Le prodige

d’Edward Swick, 2013, **

Les fans d’é­checs s’en sou­viennent encore : en 1972, à Reykjavík, Bobby Fischer devient cham­pion du monde, après avoir décla­ré for­fait sur la deuxième par­tie du cham­pion­nat, exi­gé le retrait des camé­ras et du public, et mena­cé de ne pas par­ti­ci­per du tout. Un bon résu­mé du per­son­nage, génial dans son jeu, capri­cieux et pué­ril en-dehors.

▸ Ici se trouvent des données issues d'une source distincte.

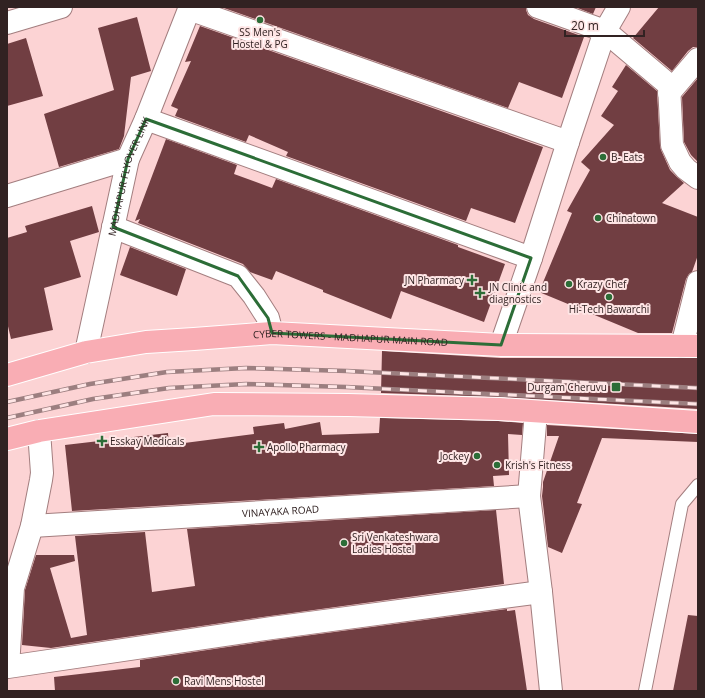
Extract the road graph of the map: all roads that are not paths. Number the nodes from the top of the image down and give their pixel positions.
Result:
1 (61, 7) edge
2 (538, 7) edge
3 (619, 7) edge
4 (190, 8) edge
5 (7, 23) edge
6 (605, 31) junction
7 (698, 59) edge
8 (669, 93) junction
9 (146, 119) junction
10 (568, 142) junction
11 (128, 159) junction
12 (698, 178) edge
13 (7, 196) edge
14 (113, 227) junction
15 (531, 258) junction
16 (698, 282) edge
17 (272, 333) junction
18 (501, 345) junction
19 (690, 346) edge
20 (86, 352) junction
21 (7, 375) edge
22 (536, 412) junction
23 (698, 422) edge
24 (39, 431) junction
25 (7, 439) edge
26 (698, 485) edge
27 (529, 496) junction
28 (32, 526) junction
29 (10, 589) edge
30 (541, 592) junction
31 (7, 674) edge
32 (551, 691) edge
33 (645, 691) edge

1 - 5 street
2 - 6 street
3 - 6 street
4 - 9 street, MADHAPUR FLYOVER LINK
4 - 10 street
6 - 8 street
6 - 10 street
7 - 8 street
8 - 12 street
9 - 11 street, MADHAPUR FLYOVER LINK
9 - 15 street
10 - 15 street
11 - 13 street
11 - 14 street, MADHAPUR FLYOVER LINK
14 - 17 street
14 - 20 street, MADHAPUR FLYOVER LINK
15 - 18 street
16 - 19 street
17 - 18 main road, CYBER TOWERS - MADHAPUR MAIN ROAD
17 - 20 main road, CYBER TOWERS - MADHAPUR MAIN ROAD
18 - 19 main road, CYBER TOWERS - MADHAPUR MAIN ROAD
20 - 21 main road, CYBER TOWERS - MADHAPUR MAIN ROAD
22 - 23 main road
22 - 24 main road
22 - 27 street
24 - 25 main road
24 - 28 street
26 - 33 lane
27 - 28 street, VINAYAKA ROAD
27 - 30 street
28 - 29 street
29 - 31 street
30 - 31 street
30 - 32 street

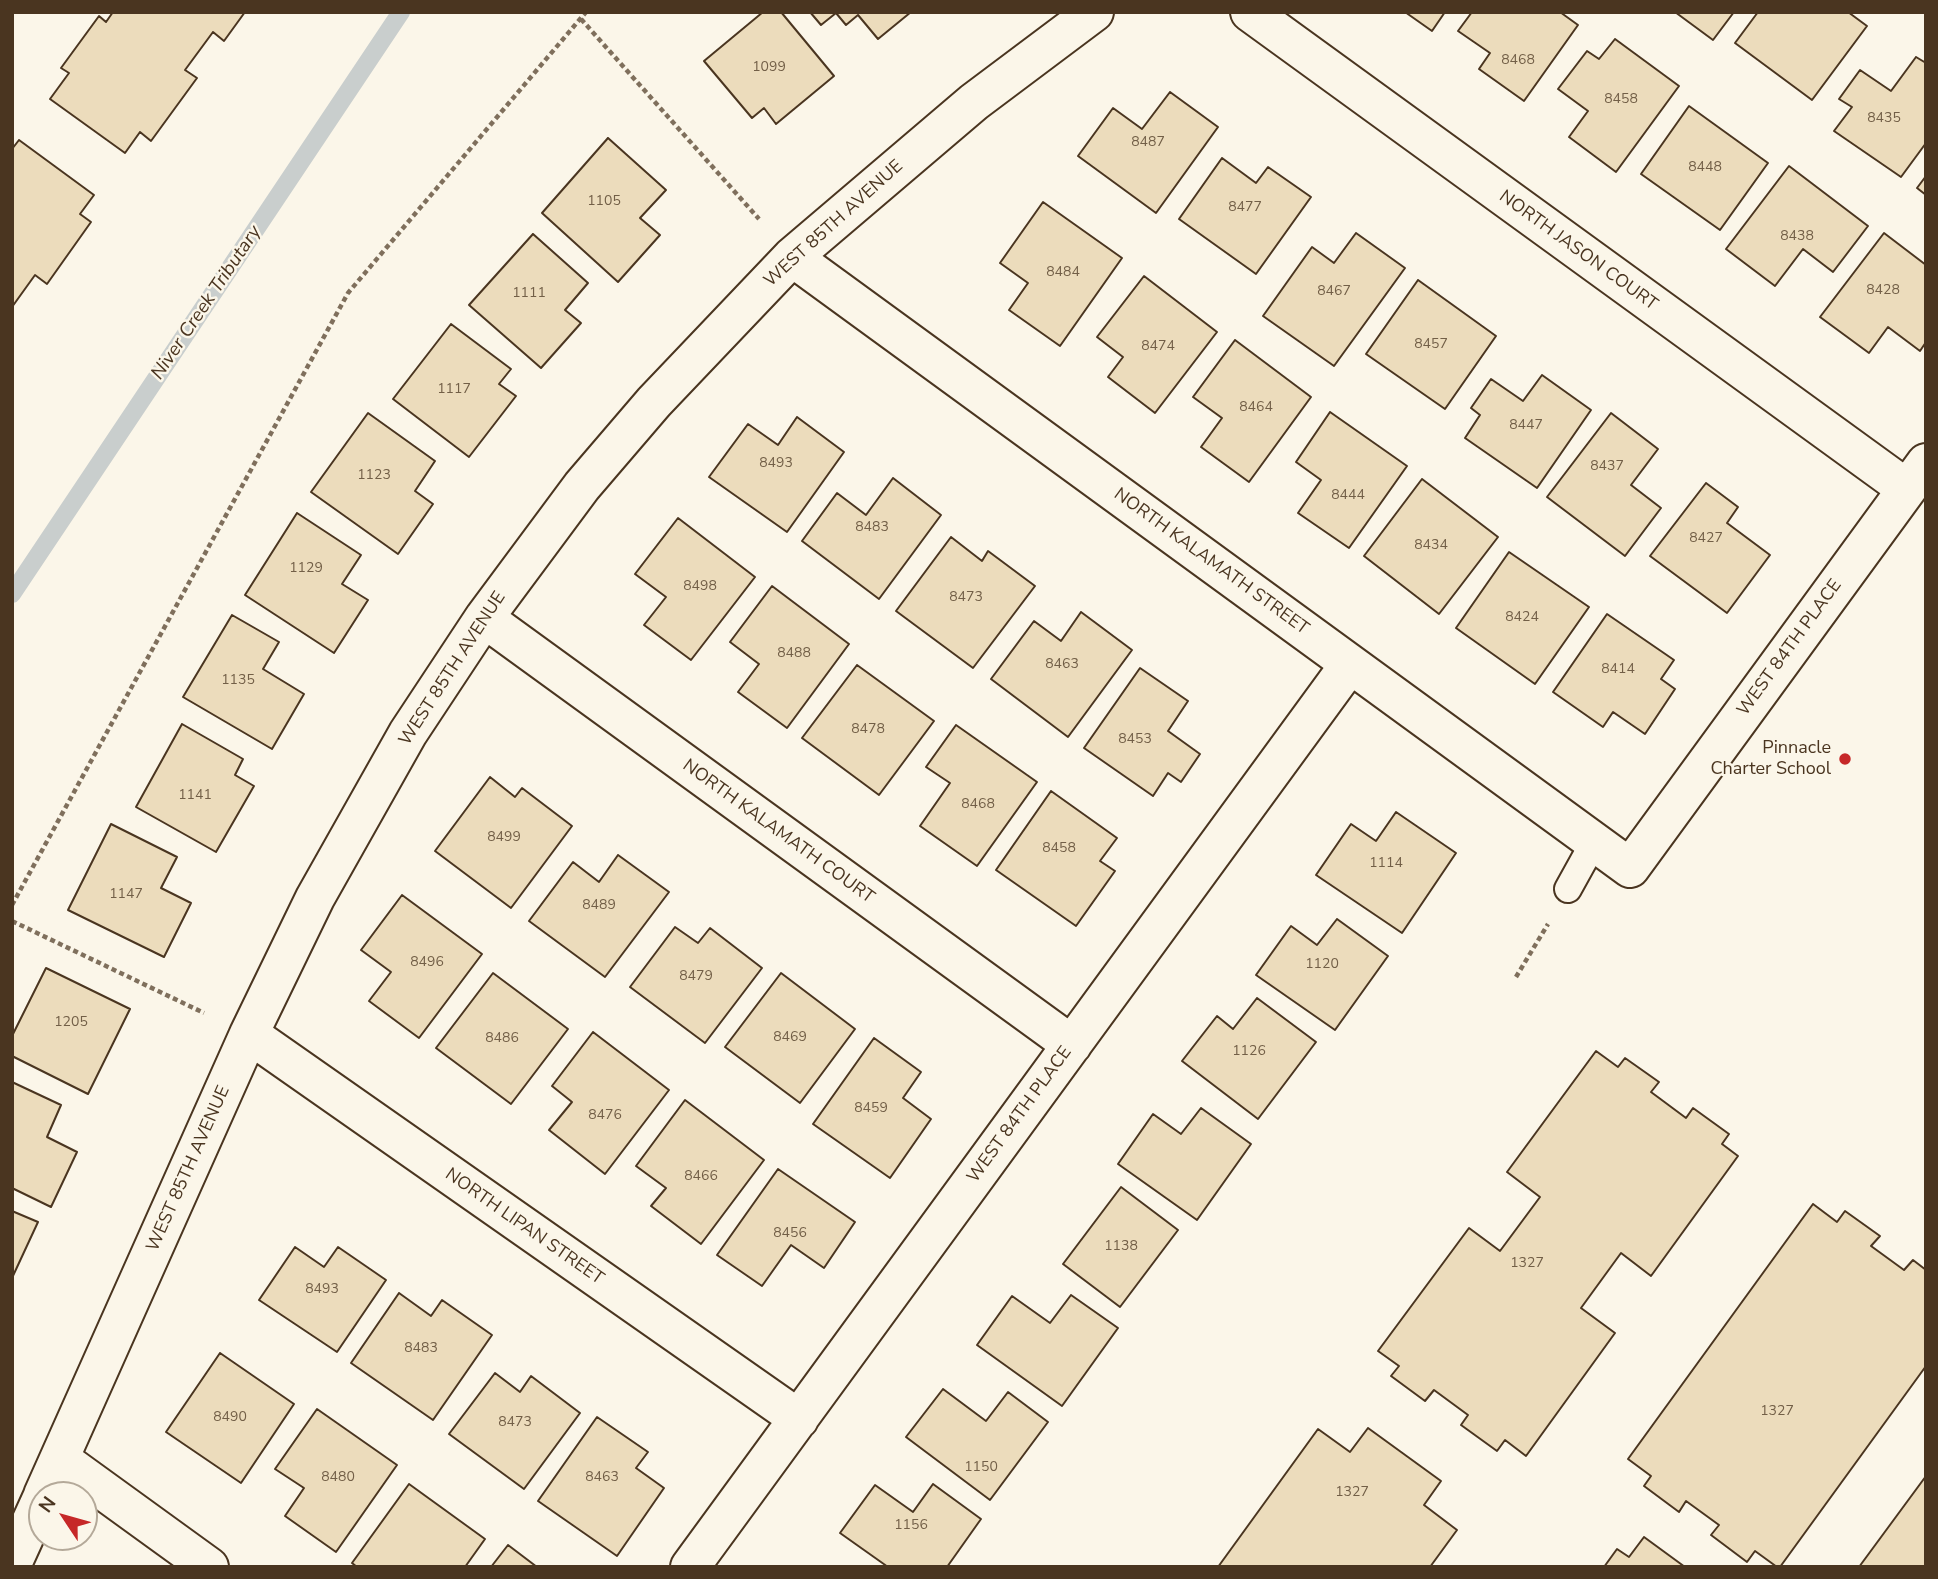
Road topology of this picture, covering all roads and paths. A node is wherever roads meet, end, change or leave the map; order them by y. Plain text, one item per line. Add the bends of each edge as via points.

Pour l’au­teur d’un bio­pic, un per­son­nage comme Fischer est un régal : on a faci­le­ment le gran­diose qui jus­ti­fie le film, et on ne risque pas de tom­ber dans l’ha­gio­gra­phie tant l’homme était imbu­vable (et il ne s’est pas arran­gé en vieillis­sant). Reste le der­nier écueil, la faci­li­té, et c’est bien celui sur lequel sombre Le pro­dige. Les dia­logues tra­vaillés et les échos sym­bo­liques n’y peuvent rien : le film, dans son ensemble, se contente de dérou­ler la même séquence à quelques retouches près, comme un type qui ouvri­rait tou­jours par le pion en d4 et se conten­te­rait ensuite de petites variantes dans son jeu. On a donc l’é­ter­nel cycle « Bobby sur­prend tout le monde par un coup génial — Bobby sort des exi­gences débiles qui froissent tout le monde — Bobby pète les plombs, s’en­ferme et refuse de jouer — Bobby revient et sur­prend tout le monde par un coup génial », répé­té ad sopo­rem tout au long du film. Un mon­tage plus ner­veux aurait peut-être aidé à faire pas­ser la pilule, mais il y a en réa­li­té un vrai pro­blème de répé­ti­ti­vi­té dans l’en­semble de l’histoire.

En 1972, Boris Spassky avait 35 ans. Mais avec un acteur de 45 ans, on donne un peu plus l'impression que Fischer était un jeune génie… photo Metropolitan FilmExport
En 1972, Boris Spassky avait 35 ans. Mais avec un acteur de 45 ans, on donne un peu plus l’im­pres­sion que Fischer était un jeune génie… pho­to Metropolitan FilmExport

Le film souffre éga­le­ment de quelques autres fai­blesses, notam­ment un cas­ting et un maquillage dis­cu­tables qui donnent l’im­pres­sion d’une géné­ra­tion d’é­cart entre Spassky et Fischer. J’ai éga­le­ment noté un éta­lon­nage sans réduc­tion de bruit qui entraîne un four­mille­ment colo­ré très pro­non­cé dans les (nom­breuses) scènes en intérieur.

Au bout du compte, les acteurs font admi­ra­ble­ment leur bou­lot, mais ils sont à peu près les seuls à réel­le­ment séduire ; le pre­mier adjec­tif qui me vient pour qua­li­fier le film est fina­le­ment : « mollasson ».